Although substance use disorders are underdiagnosed in patients with eating disorders, a number of studies have documented a robust link between these two conditions. Despite wide ranges in prevalence estimates, recent epidemiological data indicate that up to 50% of individuals with eating disorders abuse alcohol or illicit drugs; conversely, up to 35% of those who abuse substances have eating disorders (The National Center on Addiction and Substance Abuse [CASA], 2003). Among eating disordered populations, stimulants may have heightened potential for abuse relative to other substances, given their anorexic effects. Consistent with this assumption, several clinical studies report that cocaine and amphetamines are among the most frequently reported drugs of abuse among adults with anorexia nervosa and bulimia nervosa (e.g., Herzog et al., 2006; Lacey, 1993), and weight loss is among the commonly cited reasons for initiation of methamphetamine (MA) use (Sherman et al., 2008; Willis & Hillhouse, 2003). Nevertheless, little is known about the association between eating disorders and MA dependence.
At present, there is a paucity of data available to inform the treatment needs of individuals with comorbid eating disorders and stimulant dependence. To the extent that studies have examined the association between stimulant use and eating disorders, most have focused on describing of rates of lifetime substance use, rather than substance abuse and dependence per sé. Those that have examined abuse and dependence, for the most part, have not distinguished between alcohol and drugs when reporting prevalence rates of such comorbidities. Moreover, the majority of published studies examining co-occurring substance use and eating disorders focus on adolescent and young adult females, thereby limiting our understanding of the relationship between eating disorders and stimulant use among adults. Clinical course and treatment outcomes of those with eating disorders and MA dependence have only been described in case studies to date (Neal, Abraham, & Russell, 2009).
Recent evidence suggests that the risk of illicit drug use is strongest among eating disordered individuals with binge eating (CASA, 2003; Herzog et al., 2006) and purging (Root et al., 2010) components characterizing their illness. Likewise, several such studies have documented higher rates of stimulant use including cocaine and amphetamines among those with bulimia nervosa, relative to individuals with anorexia nervosa (Root et al., 2010; Wiederman & Pryor, 1996). In fact, in the largest study to date examining the comorbidity of anorexia nervosa and substance use disorders, those with a lifetime history of both anorexia and bulimia were more than six times more likely to report amphetamine use when compared to those with anorexia only, a risk far greater in magnitude than that observed for any other substance of abuse, including cannabis, cocaine, and opiates (Root et al., 2010).

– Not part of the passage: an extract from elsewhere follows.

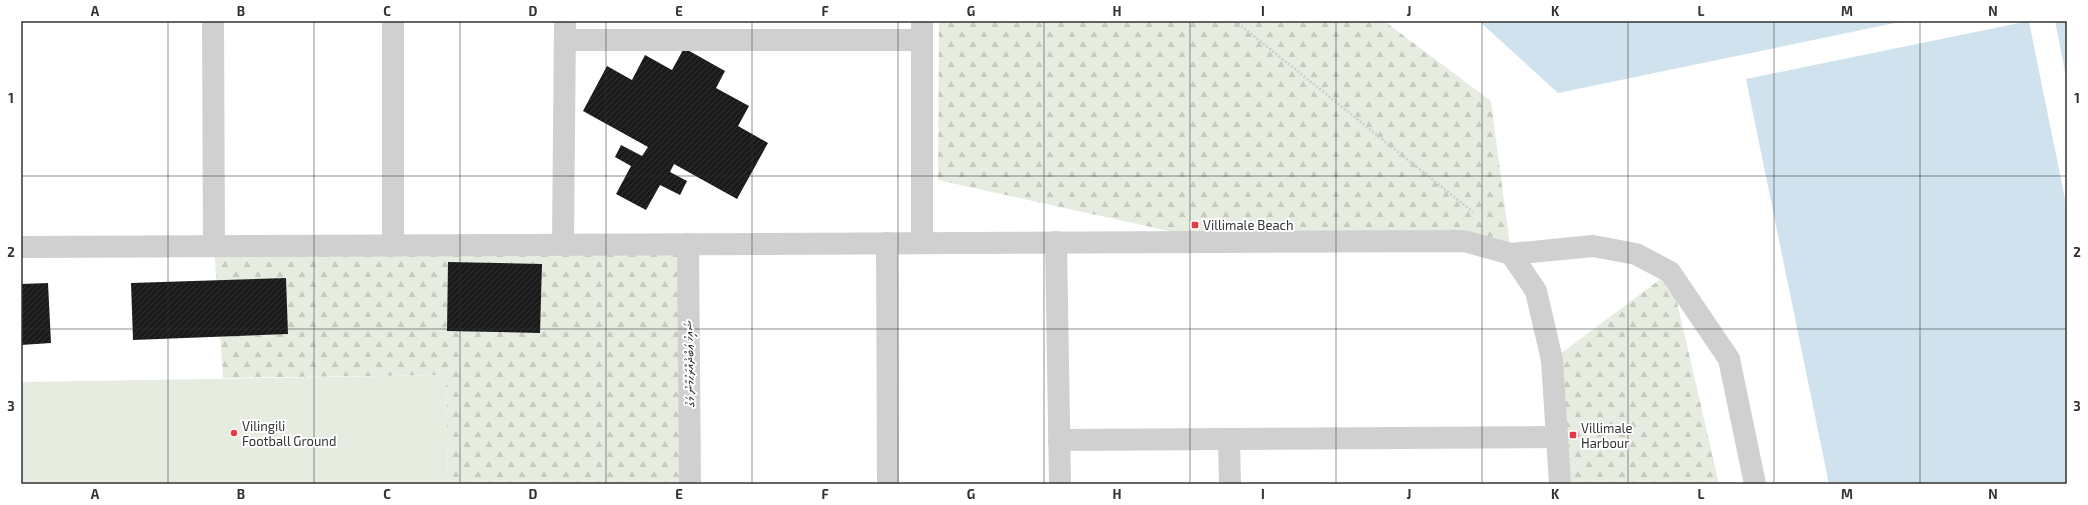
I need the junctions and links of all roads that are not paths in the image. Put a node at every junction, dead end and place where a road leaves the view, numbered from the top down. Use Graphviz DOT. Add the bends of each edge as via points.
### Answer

In a recent study of MA-dependent adults three years after treatment, the presence of psychiatric illness was associated with poorer treatment and functional outcomes at 3-year follow-up (Glasner et al., 2010). However, the course and outcomes of those with eating disorders was not examined in this study. As such, in this same cohort of MA users, the purpose of the current investigation was to characterize the relationship of eating disorders with post-treatment substance use frequency as well as healthcare utilization and functional outcomes. We hypothesized that (a) bulimia nervosa would be observed at a higher rate than anorexia nervosa in this population; and (b) the presence of an eating disorder would be associated with greater psychiatric and functional impairment and poorer substance use outcomes relative to MA users without eating disorders.
The present study included 526 MA dependent adults who participated in the Methamphetamine Treatment Project (MTP), a randomized, controlled trial of psychosocial treatments for MA dependence described elsewhere (Rawson et al., 2004). MTP participants were treatment-seeking, MA dependent adults (age 18 or over) recruited upon entry to outpatient drug treatment programs ranging from 8 to 16 weeks in duration in California, Montana, and Hawaii. To be included in the study, participants were required to meet DSM-IV criteria for MA dependence, be current MA users (having used MA within one month prior to treatment admission unless in a constrained environment, e.g., jail), a resident of the same geographic area as the treatment facility, English language proficient, and able to provide informed consent. Individuals were excluded if they exhibited medical or psychiatric impairment that warranted hospitalization or other primary treatment, required medical detoxification from any substance of abuse, had been enrolled in another treatment program within the past 30 days; and/or had medical, legal, housing, or transportation problems precluding their safety or ability to participate in treatment. Although the inclusion and exclusion criteria may have restricted the range of functional disability in the sample, participant characteristics were consistent with stimulant using cohorts previously studied in psychosocial clinical trials (Rawson et al., 2000; Rawson et al., 2004).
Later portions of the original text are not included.